The Blurry Monk and the Sleek Advertisement

 

                                                {click on image to enlarge}

I was sitting in a coffeehouse in Phnom Penh when I saw this monk walking toward the large advertisement. In Phnom Penh monks wander around in the mornings "begging" for donations or food. 

I saw very poor shop owners provide monks with money because, from what I was told, they believe it is good luck to do this and bad luck not to do this. Buddhist monks must thank God for superstition every day of the week; without it they would probably get a lot less food and money.

So I saw the monk moving toward the advert and I thought that if I snapped a photo it would be a good contrast between the (alleged) values of the monk and the values of the advert.

The photo didn't come out that well because of the glare from the glass through which I took the shot and the fact that the monk was moving and he came out blurry.

Yet, I think the photo still works and I wanted to share it out here. 

The monk is moving, he is blurry, because he represents transience or impermanence. He is constantly aging. 

The jewelry ad represents a type of permanence, or it represents the permanence of the inequality that is readily seen in Cambodia and other 4th world countries.
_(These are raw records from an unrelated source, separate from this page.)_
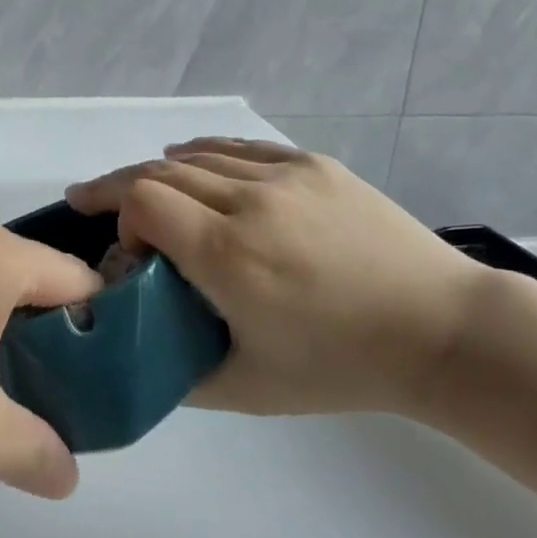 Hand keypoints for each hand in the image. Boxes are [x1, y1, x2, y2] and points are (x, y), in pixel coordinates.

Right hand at [64, 138, 488, 416]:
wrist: (441, 330)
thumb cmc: (342, 367)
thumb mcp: (248, 388)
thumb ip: (177, 371)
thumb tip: (135, 350)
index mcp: (226, 254)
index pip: (140, 199)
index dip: (117, 215)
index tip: (127, 250)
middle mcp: (248, 201)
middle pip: (159, 171)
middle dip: (120, 188)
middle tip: (95, 203)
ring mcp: (285, 176)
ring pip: (197, 156)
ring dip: (159, 171)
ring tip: (141, 189)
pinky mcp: (314, 165)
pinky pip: (241, 149)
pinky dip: (205, 154)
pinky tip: (192, 161) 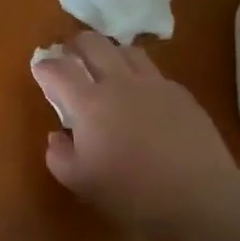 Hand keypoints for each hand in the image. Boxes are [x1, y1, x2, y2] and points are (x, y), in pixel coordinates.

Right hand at [31, 32, 239, 240]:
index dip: (45, 66)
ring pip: (128, 51)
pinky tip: (144, 97)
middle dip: (76, 44)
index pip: (58, 69)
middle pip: (94, 43)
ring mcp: (155, 85)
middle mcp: (120, 83)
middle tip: (71, 55)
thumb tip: (57, 136)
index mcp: (89, 102)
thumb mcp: (80, 181)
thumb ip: (59, 155)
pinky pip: (156, 74)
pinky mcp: (182, 95)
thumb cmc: (131, 191)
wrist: (199, 197)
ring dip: (112, 53)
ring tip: (108, 68)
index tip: (40, 69)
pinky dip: (142, 77) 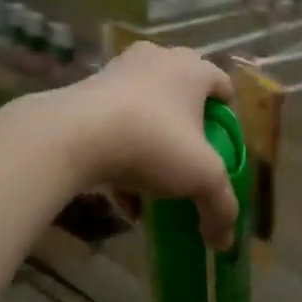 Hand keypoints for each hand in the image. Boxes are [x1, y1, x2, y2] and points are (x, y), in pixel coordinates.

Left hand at [59, 43, 239, 249]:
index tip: (224, 151)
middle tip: (190, 165)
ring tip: (154, 187)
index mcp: (191, 68)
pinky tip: (123, 197)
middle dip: (188, 134)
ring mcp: (116, 73)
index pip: (223, 85)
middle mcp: (156, 60)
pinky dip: (122, 155)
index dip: (229, 120)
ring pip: (145, 113)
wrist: (71, 136)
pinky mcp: (85, 94)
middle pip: (182, 97)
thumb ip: (221, 207)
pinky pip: (113, 125)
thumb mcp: (202, 178)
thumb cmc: (153, 142)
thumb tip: (226, 241)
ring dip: (153, 148) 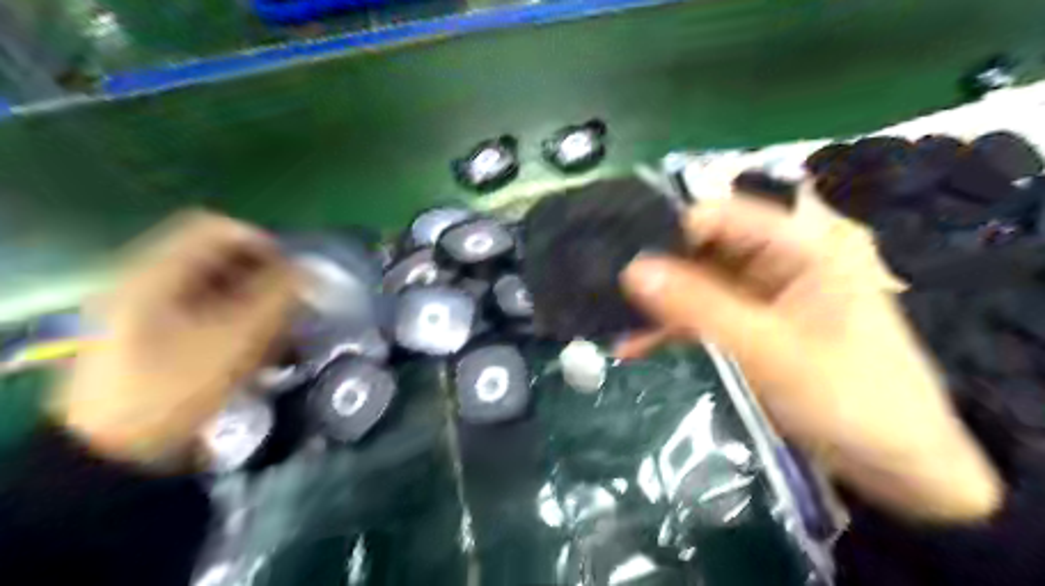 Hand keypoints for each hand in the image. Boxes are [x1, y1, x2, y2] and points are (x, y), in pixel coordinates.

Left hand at [53, 210, 297, 472]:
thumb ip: (278, 296)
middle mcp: (148, 282)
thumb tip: (309, 270)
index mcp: (157, 273)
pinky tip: (254, 350)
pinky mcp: (153, 336)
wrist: (116, 452)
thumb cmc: (178, 386)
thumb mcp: (238, 337)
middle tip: (290, 307)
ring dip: (253, 303)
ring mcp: (146, 310)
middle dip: (262, 279)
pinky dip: (235, 323)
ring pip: (214, 288)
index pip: (217, 229)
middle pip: (217, 259)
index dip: (262, 243)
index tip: (293, 274)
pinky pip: (204, 313)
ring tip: (277, 334)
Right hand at [614, 191, 997, 521]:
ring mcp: (764, 298)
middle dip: (659, 269)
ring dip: (661, 306)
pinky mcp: (752, 329)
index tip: (623, 252)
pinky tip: (635, 348)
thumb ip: (699, 307)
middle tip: (606, 286)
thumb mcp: (768, 350)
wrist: (899, 469)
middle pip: (707, 250)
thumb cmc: (850, 399)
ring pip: (699, 287)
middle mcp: (781, 263)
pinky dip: (673, 332)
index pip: (725, 216)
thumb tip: (632, 269)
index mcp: (802, 247)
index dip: (672, 228)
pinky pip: (704, 319)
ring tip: (611, 317)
Cambodia has suffered from 39 years of a dictatorship which is going to be followed by several years of a dictatorship from the original dictator's son. For 39 years the dictator, a former Khmer Rouge officer, did very little to lift his people out of poverty.

If you go to Cambodia it will break your heart. The level of poverty was worse than anything I had seen elsewhere and I have traveled to 11 Asian countries.

But back to the monk. Another thing I wanted to ask through this photo is: to what extent is the monk really divorced from the economic system he begs from, and to what extent is he participating in that economic system?